EXERCISE INPUT section start
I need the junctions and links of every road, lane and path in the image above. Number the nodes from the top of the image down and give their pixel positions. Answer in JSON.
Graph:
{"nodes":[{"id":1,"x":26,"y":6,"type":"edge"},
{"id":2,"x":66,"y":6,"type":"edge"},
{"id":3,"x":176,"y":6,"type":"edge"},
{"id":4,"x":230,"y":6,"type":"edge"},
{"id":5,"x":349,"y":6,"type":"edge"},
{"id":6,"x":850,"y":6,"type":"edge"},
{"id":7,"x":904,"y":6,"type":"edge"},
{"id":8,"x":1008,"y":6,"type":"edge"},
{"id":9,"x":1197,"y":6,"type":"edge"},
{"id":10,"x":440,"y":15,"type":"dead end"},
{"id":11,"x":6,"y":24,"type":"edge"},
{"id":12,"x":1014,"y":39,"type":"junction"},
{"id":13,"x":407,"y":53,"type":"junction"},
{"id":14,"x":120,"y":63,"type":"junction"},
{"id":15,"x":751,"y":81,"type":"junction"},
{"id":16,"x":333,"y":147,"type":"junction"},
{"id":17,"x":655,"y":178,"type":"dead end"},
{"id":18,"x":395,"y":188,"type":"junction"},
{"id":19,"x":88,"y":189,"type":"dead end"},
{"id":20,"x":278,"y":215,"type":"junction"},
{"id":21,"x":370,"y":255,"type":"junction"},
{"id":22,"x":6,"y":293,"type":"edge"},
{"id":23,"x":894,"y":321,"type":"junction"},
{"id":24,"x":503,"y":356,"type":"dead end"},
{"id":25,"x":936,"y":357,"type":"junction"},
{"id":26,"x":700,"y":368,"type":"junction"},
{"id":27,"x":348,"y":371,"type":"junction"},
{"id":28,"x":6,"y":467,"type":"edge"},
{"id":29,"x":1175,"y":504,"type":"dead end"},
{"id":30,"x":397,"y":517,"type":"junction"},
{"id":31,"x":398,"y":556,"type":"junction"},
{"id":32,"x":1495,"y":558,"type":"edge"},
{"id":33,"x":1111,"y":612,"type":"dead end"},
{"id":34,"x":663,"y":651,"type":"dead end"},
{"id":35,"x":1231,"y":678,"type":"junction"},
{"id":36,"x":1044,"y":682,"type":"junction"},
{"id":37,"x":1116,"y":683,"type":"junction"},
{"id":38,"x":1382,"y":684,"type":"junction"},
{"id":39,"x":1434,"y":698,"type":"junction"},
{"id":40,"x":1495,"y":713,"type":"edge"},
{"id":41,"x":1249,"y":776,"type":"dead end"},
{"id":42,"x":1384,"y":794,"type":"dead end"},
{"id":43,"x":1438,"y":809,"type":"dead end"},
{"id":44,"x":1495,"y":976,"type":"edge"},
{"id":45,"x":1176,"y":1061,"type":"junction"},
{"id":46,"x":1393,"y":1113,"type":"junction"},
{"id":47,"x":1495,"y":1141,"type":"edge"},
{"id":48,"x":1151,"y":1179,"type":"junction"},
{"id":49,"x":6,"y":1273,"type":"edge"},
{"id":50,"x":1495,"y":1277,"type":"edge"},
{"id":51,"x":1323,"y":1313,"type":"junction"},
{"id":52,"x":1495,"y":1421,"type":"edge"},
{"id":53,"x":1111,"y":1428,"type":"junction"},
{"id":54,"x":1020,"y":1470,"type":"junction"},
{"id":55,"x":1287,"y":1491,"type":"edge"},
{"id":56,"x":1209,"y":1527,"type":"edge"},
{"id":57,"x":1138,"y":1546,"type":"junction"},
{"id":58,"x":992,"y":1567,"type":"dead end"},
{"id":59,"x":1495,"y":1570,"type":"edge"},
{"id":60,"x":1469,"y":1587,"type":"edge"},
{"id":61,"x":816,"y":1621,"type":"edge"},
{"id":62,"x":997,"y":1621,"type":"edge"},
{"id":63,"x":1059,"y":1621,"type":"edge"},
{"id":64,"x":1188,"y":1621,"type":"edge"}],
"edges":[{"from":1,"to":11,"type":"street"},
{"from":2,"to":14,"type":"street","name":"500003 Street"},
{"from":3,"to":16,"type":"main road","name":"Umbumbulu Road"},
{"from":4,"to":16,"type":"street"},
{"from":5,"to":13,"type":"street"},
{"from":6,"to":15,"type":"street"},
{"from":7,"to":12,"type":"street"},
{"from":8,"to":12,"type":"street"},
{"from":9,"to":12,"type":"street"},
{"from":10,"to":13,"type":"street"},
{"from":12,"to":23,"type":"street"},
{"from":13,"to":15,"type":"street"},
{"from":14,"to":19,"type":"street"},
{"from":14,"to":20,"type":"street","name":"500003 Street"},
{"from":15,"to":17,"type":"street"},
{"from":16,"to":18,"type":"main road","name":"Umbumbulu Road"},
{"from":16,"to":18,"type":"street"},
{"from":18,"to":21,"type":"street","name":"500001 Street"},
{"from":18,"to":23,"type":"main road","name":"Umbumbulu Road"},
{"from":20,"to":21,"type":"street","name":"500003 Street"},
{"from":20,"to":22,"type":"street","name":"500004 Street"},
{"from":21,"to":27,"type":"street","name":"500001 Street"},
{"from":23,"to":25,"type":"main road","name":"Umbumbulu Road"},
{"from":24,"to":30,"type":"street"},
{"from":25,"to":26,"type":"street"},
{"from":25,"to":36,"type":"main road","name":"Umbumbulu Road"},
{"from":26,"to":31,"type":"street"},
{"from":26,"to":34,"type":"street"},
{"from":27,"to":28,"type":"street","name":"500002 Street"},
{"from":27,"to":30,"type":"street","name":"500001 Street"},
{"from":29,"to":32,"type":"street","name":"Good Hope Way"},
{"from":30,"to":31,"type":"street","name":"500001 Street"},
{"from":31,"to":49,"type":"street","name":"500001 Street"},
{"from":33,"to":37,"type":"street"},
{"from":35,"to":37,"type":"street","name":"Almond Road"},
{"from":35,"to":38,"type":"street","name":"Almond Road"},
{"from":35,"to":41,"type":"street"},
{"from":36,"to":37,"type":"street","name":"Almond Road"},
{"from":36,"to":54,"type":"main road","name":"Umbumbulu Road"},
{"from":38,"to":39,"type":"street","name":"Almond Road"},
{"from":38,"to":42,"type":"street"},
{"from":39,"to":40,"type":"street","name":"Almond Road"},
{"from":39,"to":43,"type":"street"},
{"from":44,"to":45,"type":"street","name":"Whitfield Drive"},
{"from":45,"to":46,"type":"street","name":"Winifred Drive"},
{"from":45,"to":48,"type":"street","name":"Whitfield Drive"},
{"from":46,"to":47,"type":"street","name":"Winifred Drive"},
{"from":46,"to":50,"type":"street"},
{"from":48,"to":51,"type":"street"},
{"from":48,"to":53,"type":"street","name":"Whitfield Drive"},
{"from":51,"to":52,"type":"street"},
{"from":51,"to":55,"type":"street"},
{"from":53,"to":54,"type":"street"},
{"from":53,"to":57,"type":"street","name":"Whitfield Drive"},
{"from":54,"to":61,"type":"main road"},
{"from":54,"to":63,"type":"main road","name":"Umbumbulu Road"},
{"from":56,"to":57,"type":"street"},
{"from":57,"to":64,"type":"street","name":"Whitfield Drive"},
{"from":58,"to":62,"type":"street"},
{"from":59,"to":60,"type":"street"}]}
EXERCISE INPUT section end
DIRECTIONS FOR THIS TASK: Word for word, copy out the entries.

OUTPUT OF THE TASK:
I need the junctions and links of every road, lane and path in the image above. Number the nodes from the top of the image down and give their pixel positions. Answer in JSON.
Graph:
{"nodes":[{"id":1,"x":26,"y":6,"type":"edge"},
{"id":2,"x":66,"y":6,"type":"edge"},
{"id":3,"x":176,"y":6,"type":"edge"},
{"id":4,"x":230,"y":6,"type":"edge"},
{"id":5,"x":349,"y":6,"type":"edge"},
{"id":6,"x":850,"y":6,"type":"edge"},
{"id":7,"x":904,"y":6,"type":"edge"},
{"id":8,"x":1008,"y":6,"type":"edge"},
{"id":9,"x":1197,"y":6,"type":"edge"},
{"id":10,"x":440,"y":15,"type":"dead end"},
{"id":11,"x":6,"y":24,"type":"edge"},
{"id":12,"x":1014,"y":39,"type":"junction"},
{"id":13,"x":407,"y":53,"type":"junction"},
{"id":14,"x":120,"y":63,"type":"junction"},
{"id":15,"x":751,"y":81,"type":"junction"},
{"id":16,"x":333,"y":147,"type":"junction"},
{"id":17,"x":655,"y":178,"type":"dead end"},
{"id":18,"x":395,"y":188,"type":"junction"},
{"id":19,"x":88,"y":189,"type":"dead end"},
{"id":20,"x":278,"y":215,"type":"junction"},
{"id":21,"x":370,"y":255,"type":"junction"},
{"id":22,"x":6,"y":293,"type":"edge"},
{"id":23,"x":894,"y":321,"type":"junction"},
{"id":24,"x":503,"y":356,"type":"dead end"},
{"id":25,"x":936,"y":357,"type":"junction"},
{"id":26,"x":700,"y":368,"type":"junction"},
{"id":27,"x":348,"y":371,"type":"junction"},
{"id":28,"x":6,"y":467,"type":"edge"},
{"id":29,"x":1175,"y":504,"type":"dead end"},
{"id":30,"x":397,"y":517,"type":"junction"},
{"id":31,"x":398,"y":556,"type":"junction"},
{"id":32,"x":1495,"y":558,"type":"edge"},
{"id":33,"x":1111,"y":612,"type":"dead end"},
{"id":34,"x":663,"y":651,"type":"dead end"},
{"id":35,"x":1231,"y":678,"type":"junction"},
{"id":36,"x":1044,"y":682,"type":"junction"},
{"id":37,"x":1116,"y":683,"type":"junction"},
{"id":38,"x":1382,"y":684,"type":"junction"},
{"id":39,"x":1434,"y":698,"type":"junction"},
{"id":40,"x":1495,"y":713,"type":"edge"},
{"id":41,"x":1249,"y":776,"type":"dead end"},
{"id":42,"x":1384,"y":794,"type":"dead end"},
{"id":43,"x":1438,"y":809,"type":"dead end"},
{"id":44,"x":1495,"y":976,"type":"edge"},
{"id":45,"x":1176,"y":1061,"type":"junction"},
{"id":46,"x":1393,"y":1113,"type":"junction"},
{"id":47,"x":1495,"y":1141,"type":"edge"},
{"id":48,"x":1151,"y":1179,"type":"junction"},
{"id":49,"x":6,"y":1273,"type":"edge"},
{"id":50,"x":1495,"y":1277,"type":"edge"},
{"id":51,"x":1323,"y":1313,"type":"junction"},
{"id":52,"x":1495,"y":1421,"type":"edge"},
{"id":53,"x":1111,"y":1428,"type":"junction"},
{"id":54,"x":1020,"y":1470,"type":"junction"},
{"id":55,"x":1287,"y":1491,"type":"edge"},
{"id":56,"x":1209,"y":1527,"type":"edge"},
{"id":57,"x":1138,"y":1546,"type":"junction"},
{"id":58,"x":992,"y":1567,"type":"dead end"},
{"id":59,"x":1495,"y":1570,"type":"edge"},
{"id":60,"x":1469,"y":1587,"type":"edge"},
{"id":61,"x":816,"y":1621,"type":"edge"},
{"id":62,"x":997,"y":1621,"type":"edge"},
{"id":63,"x":1059,"y":1621,"type":"edge"},
{"id":64,"x":1188,"y":1621,"type":"edge"}],
"edges":[{"from":1,"to":11,"type":"street"},
{"from":2,"to":14,"type":"street","name":"500003 Street"},
{"from":3,"to":16,"type":"main road","name":"Umbumbulu Road"},
{"from":4,"to":16,"type":"street"},
{"from":5,"to":13,"type":"street"},
{"from":6,"to":15,"type":"street"},
{"from":7,"to":12,"type":"street"},
{"from":8,"to":12,"type":"street"},
{"from":9,"to":12,"type":"street"},
{"from":10,"to":13,"type":"street"},
{"from":12,"to":23,"type":"street"},
{"from":13,"to":15,"type":"street"},
{"from":14,"to":19,"type":"street"},
{"from":14,"to":20,"type":"street","name":"500003 Street"},
{"from":15,"to":17,"type":"street"},
{"from":16,"to":18,"type":"main road","name":"Umbumbulu Road"},
{"from":16,"to":18,"type":"street"},
{"from":18,"to":21,"type":"street","name":"500001 Street"},
{"from":18,"to":23,"type":"main road","name":"Umbumbulu Road"},
{"from":20,"to":21,"type":"street","name":"500003 Street"},
{"from":20,"to":22,"type":"street","name":"500004 Street"},
{"from":21,"to":27,"type":"street","name":"500001 Street"},
{"from":23,"to":25,"type":"main road","name":"Umbumbulu Road"},
{"from":24,"to":30,"type":"street"},
{"from":25,"to":26,"type":"street"},
{"from":25,"to":36,"type":"main road","name":"Umbumbulu Road"},
{"from":26,"to":31,"type":"street"},
{"from":26,"to":34,"type":"street"},
{"from":27,"to":28,"type":"street","name":"500002 Street"},
{"from":27,"to":30,"type":"street","name":"500001 Street"},
{"from":29,"to":32,"type":"street","name":"Good Hope Way"},
{"from":30,"to":31,"type":"street","name":"500001 Street"},
{"from":31,"to":49,"type":"street","name":"500001 Street"},
{"from":33,"to":37,"type":"street"},
{"from":35,"to":37,"type":"street","name":"Almond Road"},
{"from":35,"to":38,"type":"street","name":"Almond Road"},
{"from":35,"to":41,"type":"street"},
{"from":36,"to":37,"type":"street","name":"Almond Road"},
{"from":36,"to":54,"type":"main road","name":"Umbumbulu Road"},
{"from":38,"to":39,"type":"street","name":"Almond Road"},
{"from":38,"to":42,"type":"street"},
{"from":39,"to":40,"type":"street","name":"Almond Road"},
{"from":39,"to":43,"type":"street"},
{"from":44,"to":45,"type":"street","name":"Whitfield Drive"},
{"from":45,"to":46,"type":"street","name":"Winifred Drive"},
{"from":45,"to":48,"type":"street","name":"Whitfield Drive"},
{"from":46,"to":47,"type":"street","name":"Winifred Drive"},
{"from":46,"to":50,"type":"street"},
{"from":48,"to":51,"type":"street"},
{"from":48,"to":53,"type":"street","name":"Whitfield Drive"},
{"from":51,"to":52,"type":"street"},
{"from":51,"to":55,"type":"street"},
{"from":53,"to":54,"type":"street"},
{"from":53,"to":57,"type":"street","name":"Whitfield Drive"},
{"from":54,"to":61,"type":"main road"},
{"from":54,"to":63,"type":"main road","name":"Umbumbulu Road"},
{"from":56,"to":57,"type":"street"},
{"from":57,"to":64,"type":"street","name":"Whitfield Drive"},
{"from":58,"to":62,"type":"street"},
{"from":59,"to":60,"type":"street"}]}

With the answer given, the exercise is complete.